Problem statement ▸
Lines with the word "color" in them must be copied from the records below.

== Segment start ==

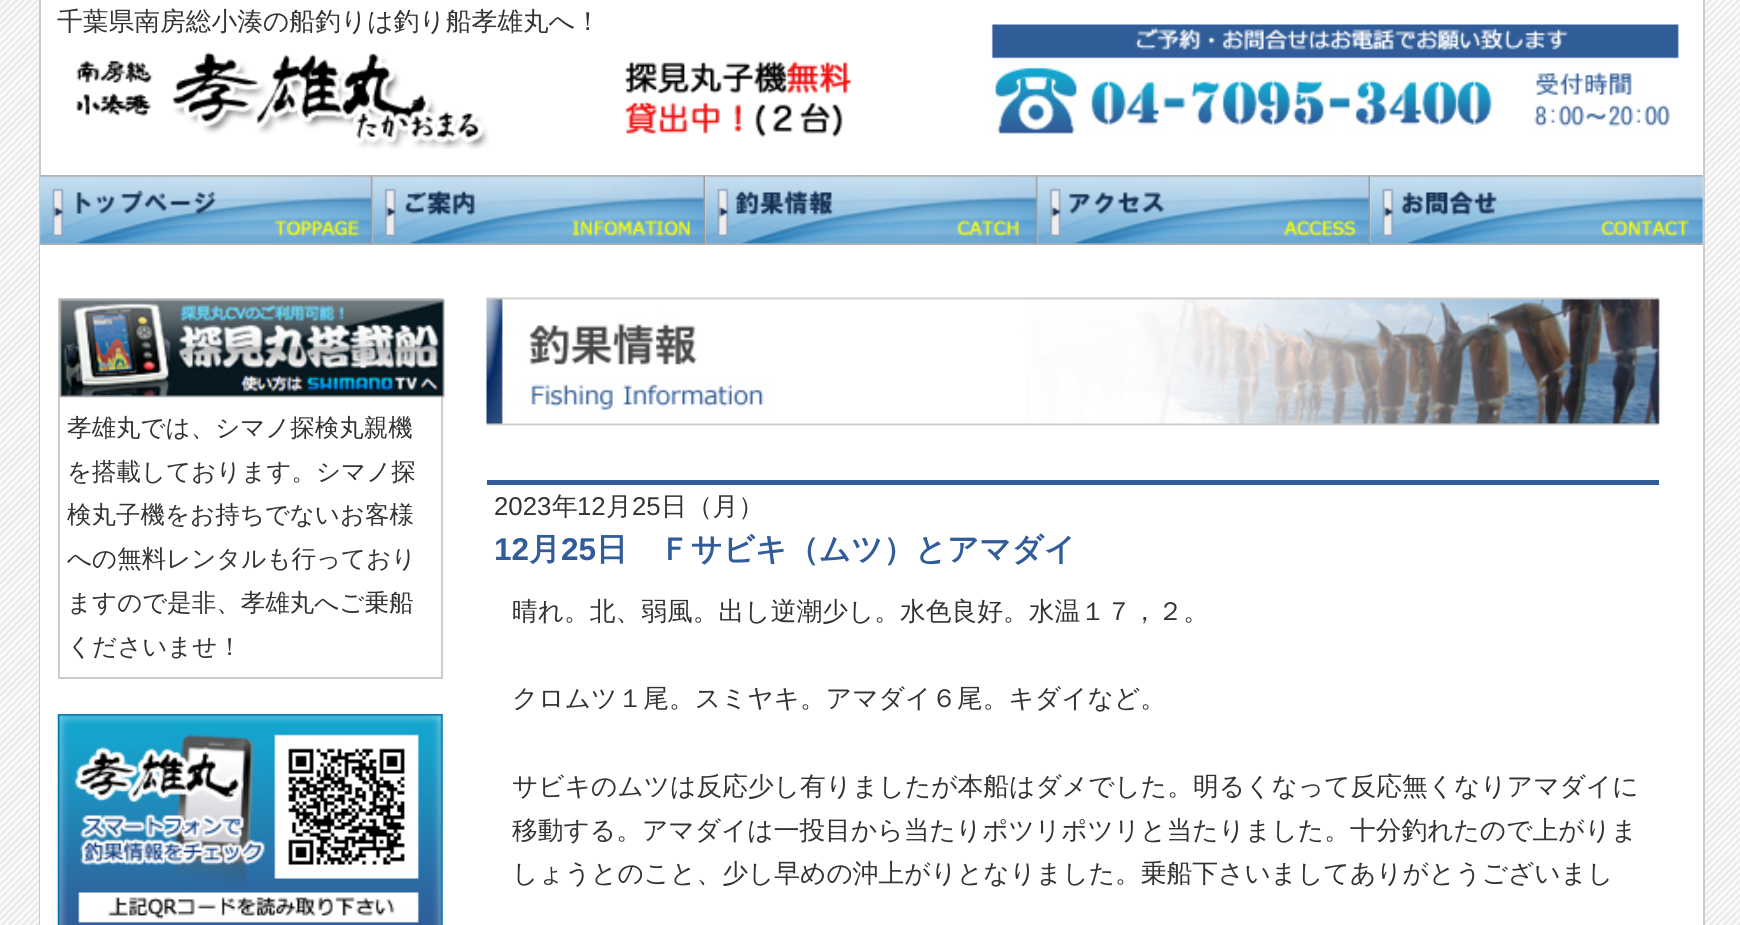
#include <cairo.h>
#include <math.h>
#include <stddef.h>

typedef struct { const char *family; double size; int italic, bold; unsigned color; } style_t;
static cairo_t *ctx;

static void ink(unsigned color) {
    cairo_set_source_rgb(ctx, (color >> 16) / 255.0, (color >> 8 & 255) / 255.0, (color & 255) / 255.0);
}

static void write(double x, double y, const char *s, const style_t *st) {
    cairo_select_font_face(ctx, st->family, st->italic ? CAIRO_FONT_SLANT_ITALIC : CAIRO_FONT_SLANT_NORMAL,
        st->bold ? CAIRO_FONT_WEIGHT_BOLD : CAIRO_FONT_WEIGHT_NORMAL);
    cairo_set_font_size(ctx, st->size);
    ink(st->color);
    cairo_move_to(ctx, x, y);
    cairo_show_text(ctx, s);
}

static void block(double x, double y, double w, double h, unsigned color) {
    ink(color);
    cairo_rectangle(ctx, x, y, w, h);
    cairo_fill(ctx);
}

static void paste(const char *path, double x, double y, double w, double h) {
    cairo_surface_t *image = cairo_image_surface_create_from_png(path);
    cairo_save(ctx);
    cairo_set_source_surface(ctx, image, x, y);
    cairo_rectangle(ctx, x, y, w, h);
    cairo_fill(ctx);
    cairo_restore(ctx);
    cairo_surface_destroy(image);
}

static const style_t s1 = {"WenQuanYi Zen Hei Medium", 25.75, 0, 0, 0x333333};
static const style_t s2 = {"WenQuanYi Zen Hei Medium", 24.5, 0, 0, 0x333333};
static const style_t s3 = {"Liberation Sans", 25.75, 0, 0, 0x333333};
static const style_t s4 = {"Liberation Sans", 31.5, 0, 1, 0x315c99};
static const style_t s5 = {"WenQuanYi Zen Hei", 31.5, 0, 1, 0x315c99};

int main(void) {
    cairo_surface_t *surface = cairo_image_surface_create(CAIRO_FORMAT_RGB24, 1740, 925);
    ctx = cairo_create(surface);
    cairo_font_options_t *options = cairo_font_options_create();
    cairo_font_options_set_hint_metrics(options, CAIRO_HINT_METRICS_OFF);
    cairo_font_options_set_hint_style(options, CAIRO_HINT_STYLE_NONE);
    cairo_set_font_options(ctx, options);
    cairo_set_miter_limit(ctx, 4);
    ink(0xffffff);
    cairo_paint(ctx);
    paste("pic1.png", 0, 0, 1740, 925);
    block(41, 0, 1662, 245, 0xffffff);
    block(1703, 0, 2, 925, 0xcccccc);
    block(39, 0, 2, 925, 0xcccccc);
    write(57, 30, "千葉県南房総小湊の船釣りは釣り船孝雄丸へ！", &s1);
    paste("pic2.png", 76, 52, 413, 97);
    paste("pic3.png", 624, 60, 227, 77);
    paste("pic4.png", 991, 24, 688, 110);
    paste("pic5.png", 40, 175, 333, 70);
    paste("pic6.png", 372, 175, 334, 70);
    paste("pic7.png", 705, 175, 333, 70);
    paste("pic8.png", 1037, 175, 334, 70);
    paste("pic9.png", 1370, 175, 333, 70);
    block(40, 245, 1663, 680, 0xffffff);
    cairo_rectangle(ctx, 59, 299, 383, 379);
    ink(0xcccccc);
    cairo_stroke(ctx);
    paste("pic10.png", 59, 299, 386, 99);
    write(67, 436, "孝雄丸では、シマノ探検丸親機", &s2);
    write(67, 480, "を搭載しております。シマノ探", &s2);
    write(67, 523, "検丸子機をお持ちでないお客様", &s2);
    write(67, 567, "への無料レンタルも行っており", &s2);
    write(67, 611, "ますので是非、孝雄丸へご乗船", &s2);
    write(67, 655, "くださいませ！", &s2);
    paste("pic11.png", 57, 714, 386, 211);
    paste("pic12.png", 486, 297, 1174, 129);
    block(487, 480, 1172, 5, 0x315c99);
    write(494, 515, "2023", &s3);
    write(552, 515, "年", &s1);
    write(577, 515, "12", &s3);
    write(606, 515, "月", &s1);
    write(632, 515, "25", &s3);
    write(661, 515, "日（月）", &s1);
    write(494, 560, "12", &s4);
    write(529, 560, "月", &s5);
    write(561, 560, "25", &s4);
    write(596, 560, "日　Ｆサビキ（ムツ）とアマダイ", &s5);
    write(512, 620, "晴れ。北、弱風。出し逆潮少し。水色良好。水温１７，２。", &s1);
    write(512, 707, "クロムツ１尾。スミヤキ。アマダイ６尾。キダイなど。", &s1);
    write(512, 795, "サビキのムツは反応少し有りましたが本船はダメでした。明るくなって反応無くなりアマダイに", &s1);
    write(512, 839, "移動する。アマダイは一投目から当たりポツリポツリと当たりました。十分釣れたので上がりま", &s1);
    write(512, 882, "しょうとのこと、少し早めの沖上がりとなりました。乗船下さいましてありがとうございまし", &s1);
    cairo_surface_write_to_png(surface, "screenshot.png");
    cairo_font_options_destroy(options);
    cairo_destroy(ctx);
    cairo_surface_destroy(surface);
    return 0;
}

== Segment end ==

Response below ▸
typedef struct { const char *family; double size; int italic, bold; unsigned color; } style_t;
static void ink(unsigned color) {
    cairo_set_source_rgb(ctx, (color >> 16) / 255.0, (color >> 8 & 255) / 255.0, (color & 255) / 255.0);
    ink(st->color);
static void block(double x, double y, double w, double h, unsigned color) {
    ink(color);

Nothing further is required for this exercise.